** Problem details **
Apart from the pictures, every entry below should be repeated exactly.

** Materials provided **
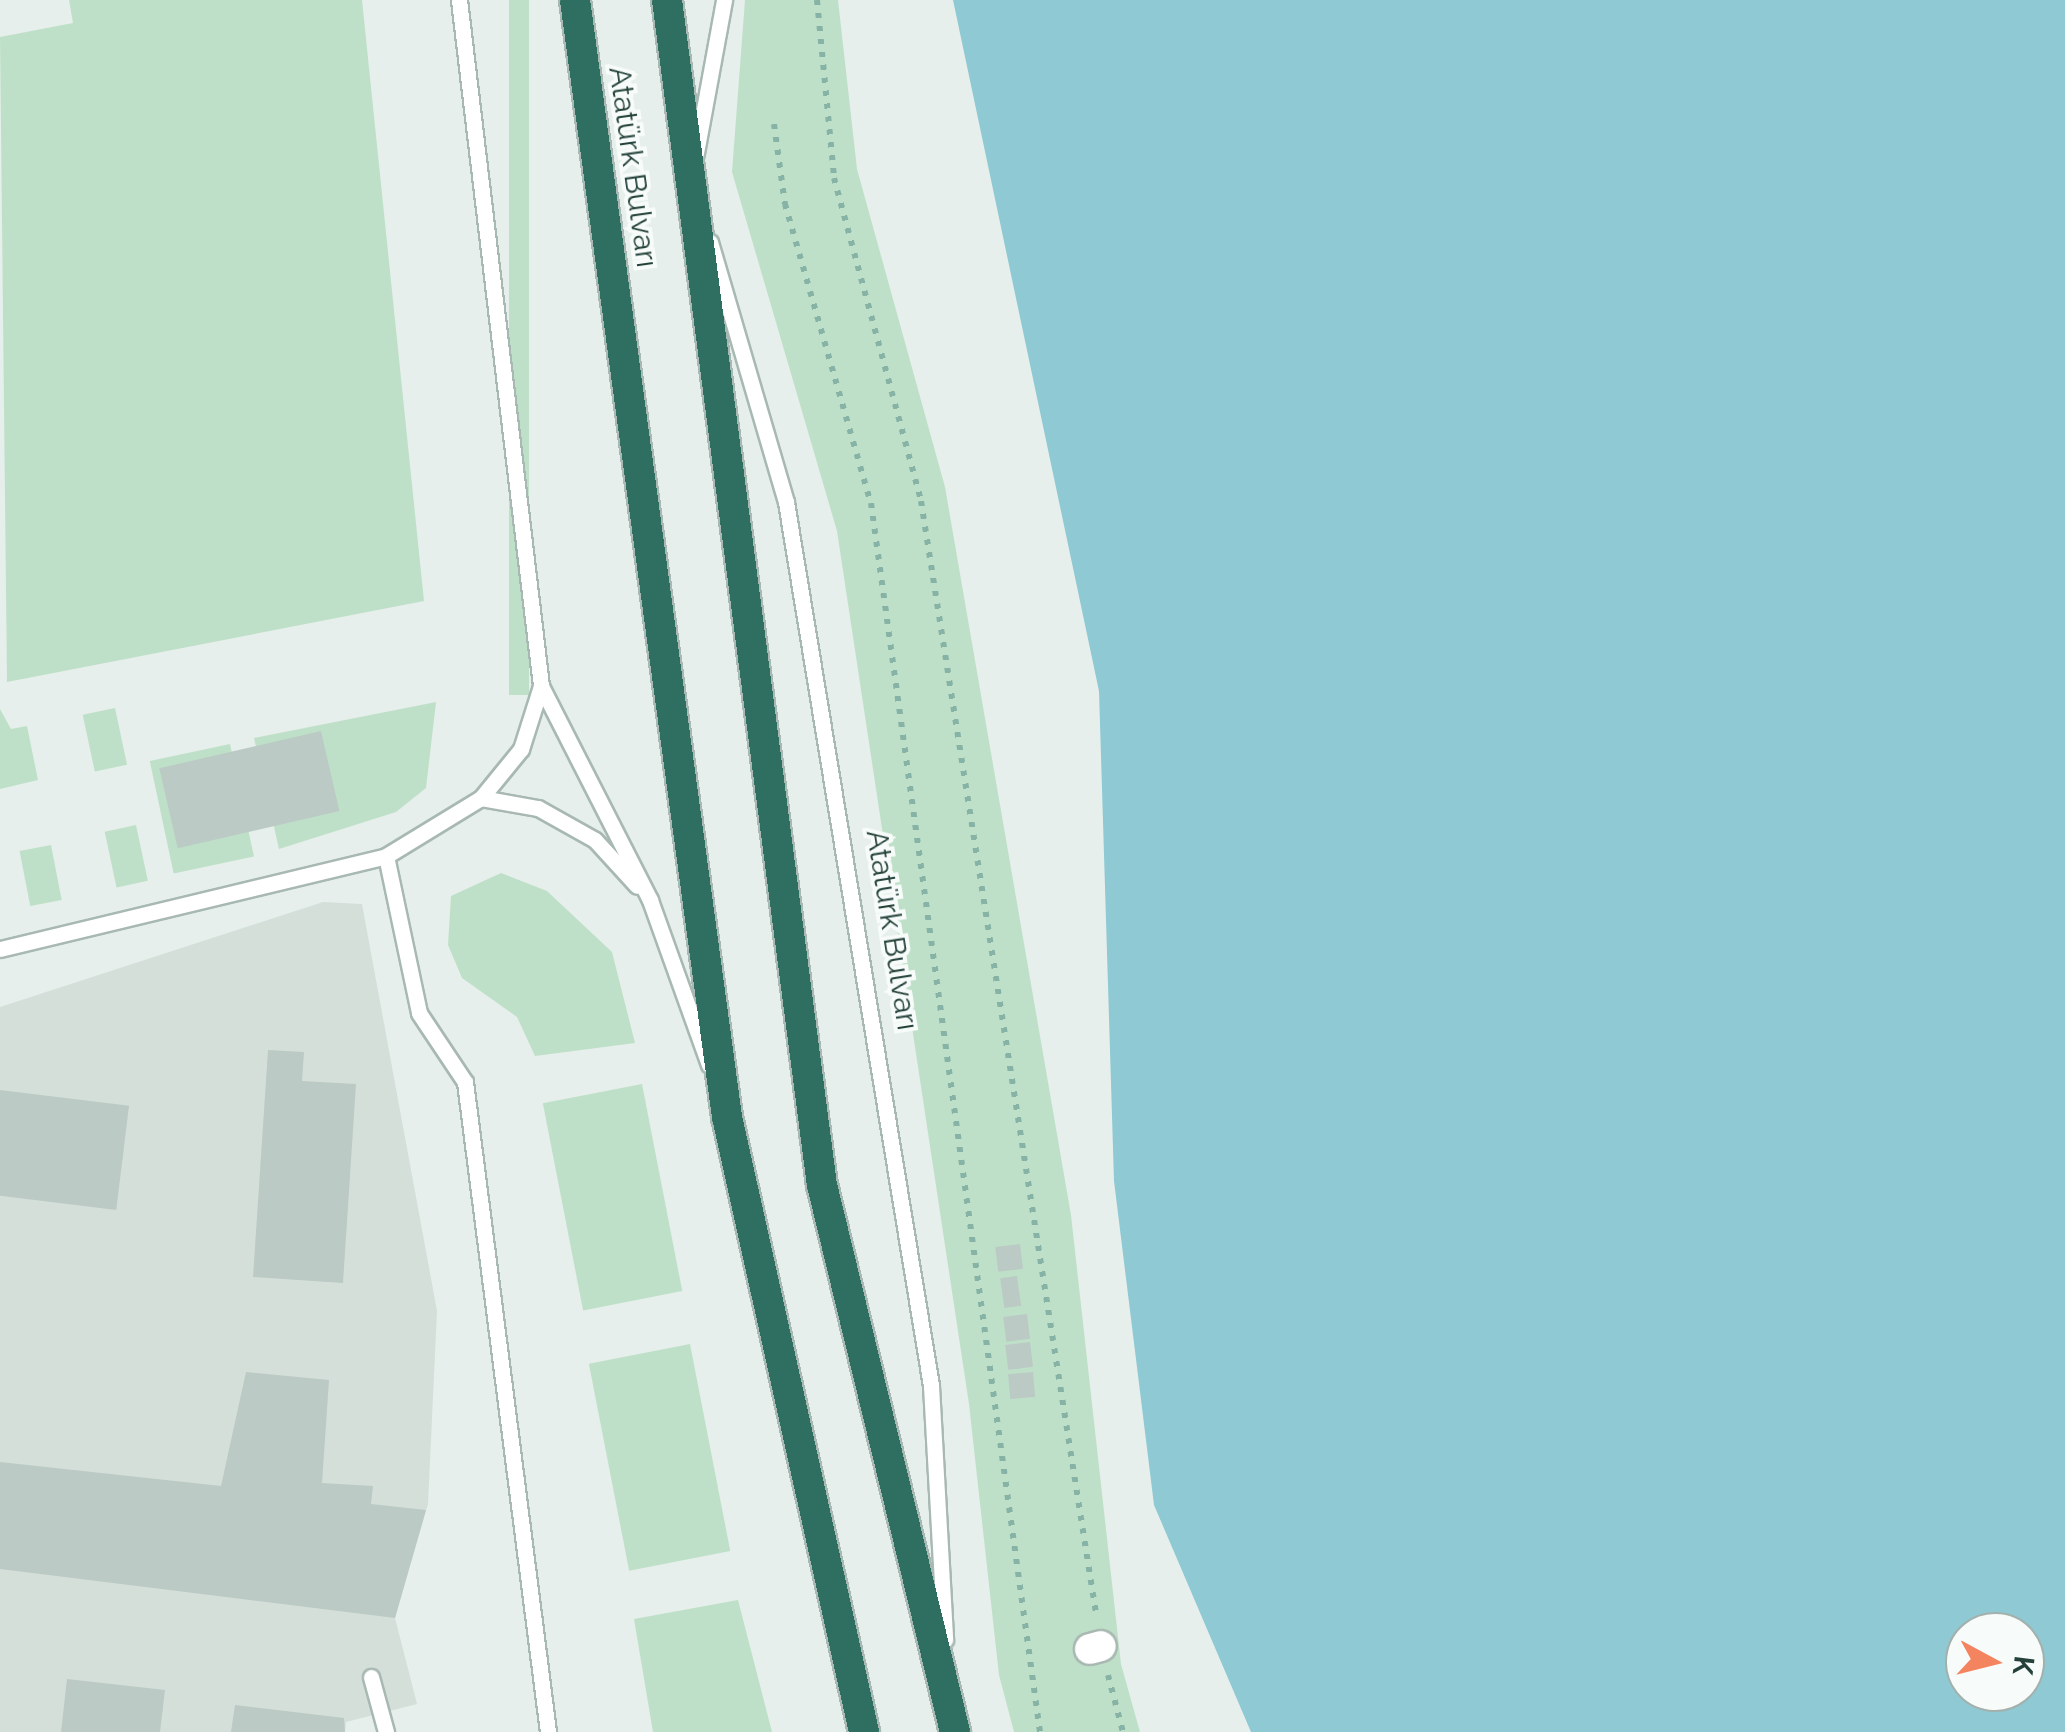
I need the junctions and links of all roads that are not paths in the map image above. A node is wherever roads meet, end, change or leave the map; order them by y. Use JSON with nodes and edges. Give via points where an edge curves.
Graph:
{"nodes":[{"id":1,"x":459,"y":0,"type":"edge"},
{"id":2,"x":575,"y":0,"type":"edge"},
{"id":3,"x":666,"y":0,"type":"edge"},
{"id":4,"x":724,"y":0,"type":"edge"},
{"id":5,"x":689,"y":184,"type":"junction"},
{"id":6,"x":541,"y":686,"type":"junction"},
{"id":7,"x":481,"y":798,"type":"junction"},
{"id":8,"x":386,"y":856,"type":"junction"},
{"id":9,"x":650,"y":900,"type":"junction"},
{"id":10,"x":0,"y":949,"type":"edge"},
{"id":11,"x":727,"y":1117,"type":"junction"},
{"id":12,"x":371,"y":1676,"type":"dead end"},
{"id":13,"x":948,"y":1701,"type":"junction"},
{"id":14,"x":386,"y":1732,"type":"edge"},
{"id":15,"x":548,"y":1732,"type":"edge"},
{"id":16,"x":864,"y":1732,"type":"edge"},
{"id":17,"x":956,"y":1732,"type":"edge"}],
"edges":[{"from":1,"to":6,"type":"lane","name":"Atatürk Bulvarı"},
{"from":2,"to":11,"type":"highway","name":"Atatürk Bulvarı"},
{"from":3,"to":5,"type":"highway","name":"Atatürk Bulvarı"},
{"from":4,"to":5,"type":"lane","name":"Atatürk Bulvarı"},
{"from":5,"to":13,"type":"highway","name":"Atatürk Bulvarı","via":[[822,1184]]},
{"from":5,"to":13,"type":"lane","name":"Atatürk Bulvarı","via":[[738,320],[786,502],[931,1386]]},
{"from":6,"to":7,"type":"lane","name":"Atatürk Bulvarı","via":[[521,748]]},
{"from":6,"to":9,"type":"lane","name":"Atatürk Bulvarı"},
{"from":7,"to":8,"type":"lane"},
{"from":7,"to":9,"type":"lane","name":"Atatürk Bulvarı","via":[[538,808],[595,840]]},
{"from":8,"to":10,"type":"lane"},
{"from":8,"to":15,"type":"lane","via":[[419,1013],[465,1082]]},
{"from":9,"to":11,"type":"lane","name":"Atatürk Bulvarı"},
{"from":11,"to":16,"type":"highway","name":"Atatürk Bulvarı"},
{"from":12,"to":14,"type":"lane"},
{"from":13,"to":17,"type":"highway","name":"Atatürk Bulvarı"}]}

** Answer for this exercise **
I need the junctions and links of all roads that are not paths in the map image above. A node is wherever roads meet, end, change or leave the map; order them by y. Use JSON with nodes and edges. Give via points where an edge curves.
Graph:
{"nodes":[{"id":1,"x":459,"y":0,"type":"edge"},
{"id":2,"x":575,"y":0,"type":"edge"},
{"id":3,"x":666,"y":0,"type":"edge"},
{"id":4,"x":724,"y":0,"type":"edge"},
{"id":5,"x":689,"y":184,"type":"junction"},
{"id":6,"x":541,"y":686,"type":"junction"},
{"id":7,"x":481,"y":798,"type":"junction"},
{"id":8,"x":386,"y":856,"type":"junction"},
{"id":9,"x":650,"y":900,"type":"junction"},
{"id":10,"x":0,"y":949,"type":"edge"},
{"id":11,"x":727,"y":1117,"type":"junction"},
{"id":12,"x":371,"y":1676,"type":"dead end"},
{"id":13,"x":948,"y":1701,"type":"junction"},
{"id":14,"x":386,"y":1732,"type":"edge"},
{"id":15,"x":548,"y":1732,"type":"edge"},
{"id":16,"x":864,"y":1732,"type":"edge"},
{"id":17,"x":956,"y":1732,"type":"edge"}],
"edges":[{"from":1,"to":6,"type":"lane","name":"Atatürk Bulvarı"},
{"from":2,"to":11,"type":"highway","name":"Atatürk Bulvarı"},
{"from":3,"to":5,"type":"highway","name":"Atatürk Bulvarı"},
{"from":4,"to":5,"type":"lane","name":"Atatürk Bulvarı"},
{"from":5,"to":13,"type":"highway","name":"Atatürk Bulvarı","via":[[822,1184]]},
{"from":5,"to":13,"type":"lane","name":"Atatürk Bulvarı","via":[[738,320],[786,502],[931,1386]]},
{"from":6,"to":7,"type":"lane","name":"Atatürk Bulvarı","via":[[521,748]]},
{"from":6,"to":9,"type":"lane","name":"Atatürk Bulvarı"},
{"from":7,"to":8,"type":"lane"},
{"from":7,"to":9,"type":"lane","name":"Atatürk Bulvarı","via":[[538,808],[595,840]]},
{"from":8,"to":10,"type":"lane"},
{"from":8,"to":15,"type":"lane","via":[[419,1013],[465,1082]]},
{"from":9,"to":11,"type":"lane","name":"Atatürk Bulvarı"},
{"from":11,"to":16,"type":"highway","name":"Atatürk Bulvarı"},
{"from":12,"to":14,"type":"lane"},
{"from":13,"to":17,"type":"highway","name":"Atatürk Bulvarı"}]}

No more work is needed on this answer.